05/02/2012

380. La Domination. 2

2. Et Antoine évoquait les yeux de madame Maille, attachés sur l'épaisse et rude ménagère; un regard qui sans doute disait : "Vous êtes heureuse, vous habitez le bas de la maison de mon ami; vous le voyez entrer, sortir; vous pouvez dire: il est là, ou il n'est pas là; vous épiez sa vie; vous êtes comme une servante humble et amoureuse». Antoine ouvrit la seconde lettre. Il ne crut pas bien lire tant la surprise était forte ! Il allait de l'adresse à la signature sans parcourir le texte; cela déjà suffisait ! L'homme le plus illustre de son pays, le plus grand écrivain avait tracé ces mots ! Et lorsqu'il vit que, dans la lettre, à de sympathiques éloges pour son livre se joignait une invitation à venir voir à la campagne, chez lui, le grand homme, Antoine défaillit comme si l'aurore était entrée dans son cœur. Les mille mouvements qu'il ne faisait pas l'étouffaient. ll eût voulu bondir ou s'anéantir, et, retrouvant par hasard sous sa main la lettre de madame Maille, il l’éloigna.
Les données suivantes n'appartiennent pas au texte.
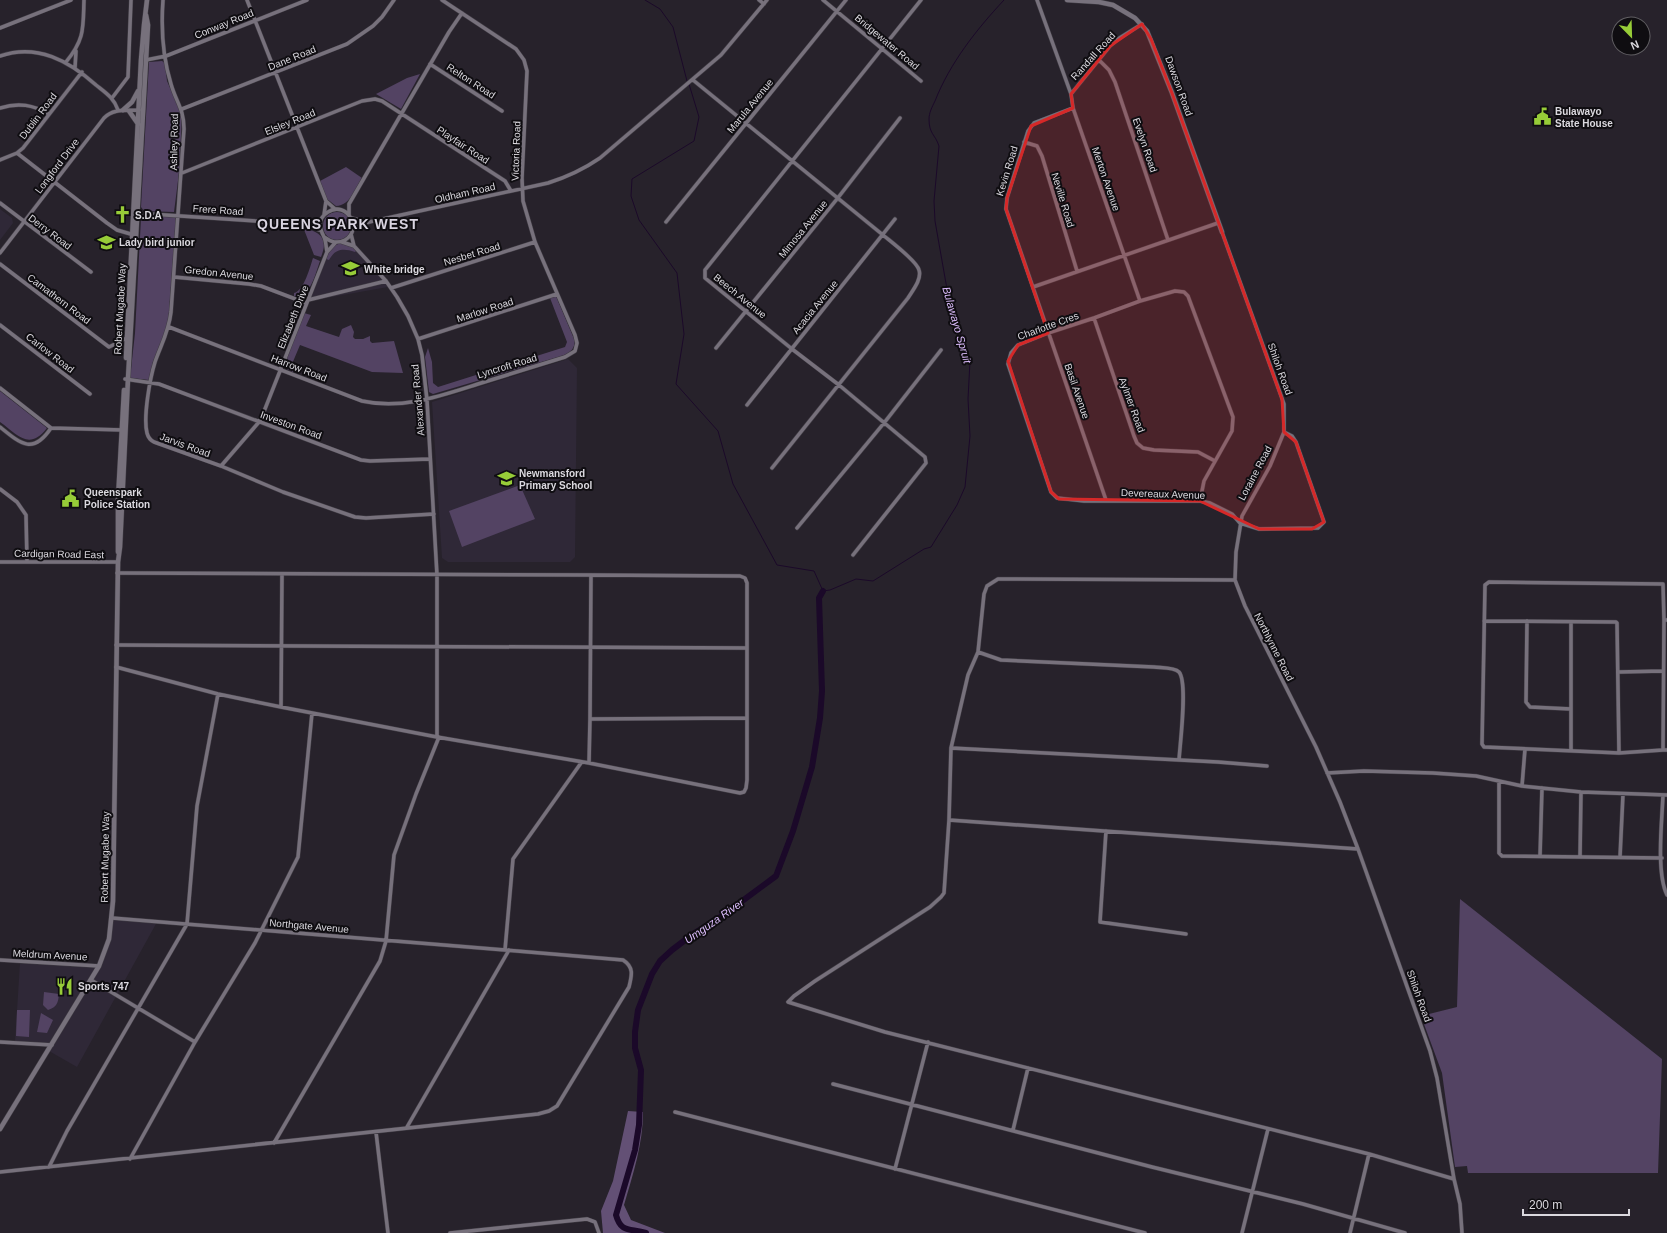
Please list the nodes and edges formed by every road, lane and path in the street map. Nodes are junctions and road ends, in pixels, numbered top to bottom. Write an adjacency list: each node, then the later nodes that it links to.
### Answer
1 (71, 0): 23 (street)
2 (84, 0): 25 (street)
3 (131, 0): 39 (street)
4 (147, 0): 20 (main road, Robert Mugabe Way)
5 (163, 0): 27 (street, Ashley Road)
6 (247, 0): 21 (street)
7 (307, 0): 21 (street, Conway Road)
8 (394, 0): 34 (street, Dane Road)
9 (442, 0): 19 (street, Victoria Road)
10 (759, 0): 17 (street)
11 (767, 0): 17 (street, Oldham Road)
12 (823, 0): 18 (street, Bridgewater Road)
13 (846, 0): 18 (street, Marula Avenue)
14 (921, 0): 24 (street, Beech Avenue)
15 (1037, 0): 38 (street)
16 (1067, 0): 22 (main road, Dawson Road)
17 (764, 4): 35 (street, Oldham Road)
18 (837, 12): 24 (street, Bridgewater Road); 51 (street, Marula Avenue)
19 (462, 13): 31 (street); 60 (street, Victoria Road)
20 (146, 15): 28 (main road, Robert Mugabe Way); 37 (main road, Robert Mugabe Way)
21 (255, 20): 27 (street, Conway Road); 34 (street)
22 (1142, 24): 29 (street, Randall Road); 78 (main road, Dawson Road)
23 (0, 28)
24 (883, 48): 36 (street, Bridgewater Road); 57 (street, Beech Avenue)
25 (76, 50): 30 (street); 32 (street)
26 (0, 56): 30 (street)
27 (166, 56): 28 (street, Conway Road); 43 (street, Ashley Road)
28 (146, 60): 40 (main road, Robert Mugabe Way)
29 (1099, 60): 38 (street, Randall Road); 87 (street, Evelyn Road)
30 (66, 62): 32 (street)
31 (430, 64): 47 (street, Relton Road); 49 (street)
32 (75, 68): 33 (street)
33 (82, 72): 39 (street); 48 (street, Dublin Road)
34 (275, 73): 43 (street, Dane Road); 53 (street)
35 (692, 81): 51 (street); 60 (street, Oldham Road)
36 (921, 81)
37 (140, 89): 44 (main road); 45 (main road, Robert Mugabe Way)
38 (1071, 94): 42 (street, Randall Road)
39 (112, 98): 44 (street)
40 (144, 99): 45 (street); 52 (main road, Robert Mugabe Way)
41 (0, 108): 48 (street)
42 (1073, 108): 54 (street, Kevin Road); 94 (street, Merton Avenue)
43 (182, 109): 58 (street, Ashley Road)
44 (121, 110): 46 (street); 59 (street, Longford Drive)
45 (139, 110): 46 (street); 52 (main road, Robert Mugabe Way)
46 (129, 111): 52 (main road)
47 (502, 111)
48 (49, 114): 55 (street, Dublin Road)
49 (403, 114): 53 (street, Elsley Road); 61 (street, Playfair Road); 65 (street)
50 (900, 118): 62 (street, Mimosa Avenue)
51 (745, 124): 57 (street); 77 (street, Marula Avenue)
52 (140, 126): 68 (main road, Robert Mugabe Way)
53 (296, 128): 58 (street, Elsley Road); 63 (street)
54 (1024, 142): 96 (street, Neville Road); 101 (street, Kevin Road)
55 (17, 153): 56 (street, Dublin Road); 59 (street)
56 (0, 160)
57 (792, 161): 62 (street); 105 (street, Beech Avenue)
58 (182, 173): 71 (street, Ashley Road)
59 (53, 183): 75 (street, Longford Drive); 85 (street)
60 (523, 188): 61 (street, Oldham Road); 90 (street, Victoria Road)
61 (511, 191): 76 (street, Oldham Road)
62 (838, 199): 84 (street); 105 (street, Mimosa Avenue)
63 (326, 201): 66 (street); 70 (street)
64 (0, 203): 75 (street, Derry Road)
65 (349, 204): 67 (street); 69 (street)
66 (335, 209): 67 (street); 70 (street)
67 (340, 210): 69 (street)
68 (136, 213): 71 (street, Frere Road); 85 (main road, Robert Mugabe Way)
69 (349, 214): 72 (street)
70 (324, 215): 74 (street)
71 (177, 216): 79 (street, Frere Road); 98 (street, Jarvis Road)
72 (351, 218): 76 (street, Oldham Road); 80 (street)
73 (895, 218): 84 (street, Acacia Avenue)
74 (321, 219): 79 (street, Frere Road); 81 (street)
75 (24, 222): 93 (street, Longford Drive); 97 (street, Derry Road)
76 (369, 222): 80 (street, Oldham Road)
77 (666, 222)
78 (1218, 223): 82 (main road, Dawson Road); 87 (street)
79 (301, 224): 81 (street, Frere Road)
80 (353, 229): 83 (street)
81 (320, 230): 86 (street)
82 (1222, 232): 129 (street, Shiloh Road)
83 (351, 234): 89 (street); 91 (street, Alexander Road)
84 (883, 235): 114 (street, Acacia Avenue); 119 (street)
85 (135, 236): 111 (main road, Robert Mugabe Way); 117 (main road, Robert Mugabe Way)
86 (324, 237): 88 (street); 92 (street, Elizabeth Drive)
87 (1168, 240): 94 (street)
88 (336, 242): 89 (street); 92 (street, Elizabeth Drive)
89 (342, 242): 91 (street, Alexander Road)
90 (536, 242): 100 (street, Nesbet Road); 102 (street, Victoria Road)
91 (354, 246): 99 (street, Alexander Road)
92 (326, 252): 104 (street, Elizabeth Drive)
93 (0, 253)
94 (1124, 256): 96 (street); 103 (street)
95 (0, 264): 111 (street, Camathern Road)
96 (1077, 271): 101 (street)
97 (91, 272)
98 (174, 277): 104 (street, Gredon Avenue); 108 (street, Jarvis Road)
99 (386, 281): 100 (street, Alexander Road); 104 (street)
100 (391, 288): 112 (street, Alexander Road)
101 (1033, 288): 109 (street, Basil Avenue)
102 (557, 294): 110 (street, Victoria Road); 112 (street, Marlow Road)
103 (1140, 301): 106 (street, Charlotte Cres); 131 (street, Charlotte Cres)
104 (307, 302): 116 (street, Elizabeth Drive)
105 (746, 312): 113 (street, Mimosa Avenue); 114 (street, Beech Avenue)
106 (1094, 318): 109 (street, Charlotte Cres); 131 (street, Aylmer Road)
107 (0, 325): 121 (street, Carlow Road)
108 (169, 327): 116 (street, Harrow Road); 118 (street, Jarvis Road)
109 (1048, 333): 135 (street, Charlotte Cres); 136 (street, Basil Avenue)
110 (575, 336): 122 (street, Lyncroft Road)
111 (127, 338): 117 (main road, Robert Mugabe Way)
112 (418, 339): 122 (street, Alexander Road)
113 (716, 348)
114 (792, 349): 119 (street, Beech Avenue); 123 (street, Acacia Avenue)
115 (941, 350): 125 (street)
116 (281, 370): 122 (street, Harrow Road); 124 (street, Elizabeth Drive)
117 (126, 379): 118 (street, Investon Road); 128 (main road, Robert Mugabe Way)
118 (150, 382): 124 (street, Investon Road); 132 (street, Jarvis Road)
119 (839, 385): 125 (street, Beech Avenue); 133 (street)
120 (0, 388): 127 (street)
121 (90, 394)
122 (427, 400): 130 (street, Alexander Road)
123 (747, 405)
124 (259, 422): 130 (street, Investon Road); 132 (street, Elizabeth Drive)
125 (884, 423): 140 (street); 141 (street, Beech Avenue)
126 (0, 427): 127 (street)
127 (51, 428): 128 (street)
128 (124, 430): 144 (main road, Robert Mugabe Way)
129 (1284, 432): 139 (street, Loraine Road); 139 (street, Devereaux Avenue)
130 (430, 459): 138 (street, Alexander Road)
131 (1214, 461): 137 (street, Charlotte Cres)
132 (220, 466): 138 (street, Jarvis Road)
133 (772, 468)
134 (0, 489): 143 (street)
135 (1051, 492): 136 (street, Devereaux Avenue)
136 (1106, 500): 137 (street, Devereaux Avenue)
137 (1200, 501): 139 (street, Devereaux Avenue)
138 (434, 514): 147 (street, Alexander Road)
139 (1240, 523): 149 (street, Northlynne Road)
140 (798, 528)
141 (853, 555)
142 (0, 562): 143 (street, Cardigan Road East)
143 (27, 562): 144 (street, Cardigan Road East)
144 (118, 562): 145 (main road, Robert Mugabe Way)
145 (118, 573): 146 (street); 154 (main road, Robert Mugabe Way)
146 (282, 574): 147 (street); 155 (street)
147 (437, 575): 148 (street); 156 (street, Alexander Road)
148 (591, 575): 157 (street); 158 (street)
149 (1235, 580): 159 (street); 179 (street, Northlynne Road)
150 (1666, 620): 151 (street); 161 (street)
151 (1484, 621): 152 (street); 171 (street)
152 (1527, 621): 153 (street); 165 (street)
153 (1570, 622): 162 (street); 165 (street)
154 (116, 645): 155 (street); 160 (main road, Robert Mugabe Way)
155 (282, 645): 156 (street); 164 (street)
156 (437, 646): 157 (street); 169 (street, Alexander Road)
157 (591, 648): 158 (street); 168 (street)
158 (746, 648): 167 (street)
159 (978, 652): 170 (street); 175 (street)
160 (116, 667): 163 (street); 194 (main road, Robert Mugabe Way)
161 (1663, 671): 162 (street); 173 (street)
162 (1619, 672): 174 (street)
163 (218, 694): 164 (street); 195 (street)
164 (281, 707): 166 (street)
165 (1571, 709): 172 (street)
166 (312, 713): 169 (street); 196 (street)
167 (746, 718): 168 (street); 177 (street)
168 (590, 720): 177 (street)
169 (438, 737): 176 (street); 198 (street)
170 (951, 748): 175 (street); 186 (street)
171 (1526, 749): 172 (street); 181 (street)
172 (1571, 750): 174 (street)
173 (1665, 750): 174 (street)
174 (1619, 753)
175 (1179, 760): 178 (street)
176 (581, 763): 177 (street); 199 (street)
177 (589, 763)
178 (1267, 766)
179 (1327, 773): 180 (street); 188 (street, Shiloh Road)
180 (1498, 781): 181 (street); 189 (street)
181 (1522, 786): 182 (street)
182 (1542, 788): 183 (street); 189 (street)
183 (1581, 792): 184 (street); 190 (street)
184 (1624, 794): 185 (street); 191 (street)
185 (1665, 795): 192 (street)
186 (949, 820): 187 (street); 206 (street)
187 (1106, 831): 188 (street); 197 (street)
188 (1358, 849): 224 (street, Shiloh Road)
189 (1540, 856): 190 (street)
190 (1580, 857): 191 (street)
191 (1620, 857): 192 (street)
192 (1662, 858): 193 (street)
193 (1667, 895)
194 (112, 918): 195 (street, Northgate Avenue); 201 (main road, Robert Mugabe Way)
195 (187, 924): 196 (street, Northgate Avenue); 203 (street)
196 (262, 930): 198 (street, Northgate Avenue); 205 (street)
197 (1186, 934)
198 (386, 941): 199 (street, Northgate Avenue); 218 (street)
199 (507, 950): 213 (street); 213 (street, Northgate Avenue)
200 (0, 960): 201 (street, Meldrum Avenue)
201 (99, 966): 202 (main road, Robert Mugabe Way)
202 (92, 980): 203 (street); 207 (main road, Robert Mugabe Way)
203 (138, 1009): 205 (street); 221 (street)
204 (0, 1042): 207 (street)
205 (195, 1042): 220 (street)
206 (928, 1042): 208 (street); 210 (street)
207 (52, 1045): 212 (main road, Robert Mugabe Way)
208 (1028, 1068): 214 (street); 216 (street)
209 (833, 1084): 210 (street)
210 (910, 1105): 216 (street); 222 (street)
211 (675, 1112): 222 (street)
212 (1, 1124): 215 (main road, Robert Mugabe Way)
213 (407, 1128): 217 (street)
214 (1268, 1129): 219 (street); 225 (street)
215 (0, 1130)
216 (1013, 1130): 225 (street)
217 (376, 1132): 218 (street); 227 (street)
218 (274, 1143): 220 (street)
219 (1369, 1154): 224 (street); 226 (street)
220 (130, 1159): 221 (street)
221 (49, 1167): 223 (street)
222 (895, 1169): 230 (street)
223 (0, 1172)
224 (1454, 1179): 234 (street, Shiloh Road)
225 (1252, 1192): 226 (street); 231 (street)
226 (1354, 1218): 232 (street); 233 (street)
227 (388, 1233)
228 (450, 1233): 229 (street)
229 (599, 1233)
230 (1145, 1233)
231 (1242, 1233)
232 (1350, 1233)
233 (1405, 1233)
234 (1462, 1233)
Sa maitresse ne lui apparaissait plus que comme une victime étrangère, une petite forme humaine qui s'en va de son côté, toute seule dans la vie, selon la loi de tout destin, comme une buée d'automne qui meurt autour de nos pieds. Ne pouvant se résoudre à passer seul une si émouvante soirée, Antoine alla demander à dîner à son ami Martin Lenôtre. Il l'aimait. Il lui pardonnait ce qu'il lui reprochait, son humeur douce et les défauts de sa logique. Martin Lenôtre, âgé de vingt-huit ans, médecin à l'hôpital Lebrun, parfaitement studieux et savant, pensait moins qu'il ne rêvait, et la science que lui-même maniait le surprenait, l'amusait, l'attendrissait comme un miracle. Né ans des campagnes vertes et mouillées, toujours nostalgique de son enfance, il faisait de la médecine avec la douceur d'un botaniste.
Les sureaux, la belladone, l'aconit, blanc et rosé dans les plaines, l'émouvaient, il se sentait troublé comme Rousseau quand il s'écrie: « de la pervenche !» comme Michelet quand il soupire : « 0 ma gentiane bleue ! ». Il n'avait point de scepticisme mais il riait avec une grâce naïve de ses doutes ou de ses affirmations. Ce qui n'était point des actes ne lui semblait pas nécessaire, ni important, ni sûr : les paroles étaient le délassement de sa vie énergique et brave.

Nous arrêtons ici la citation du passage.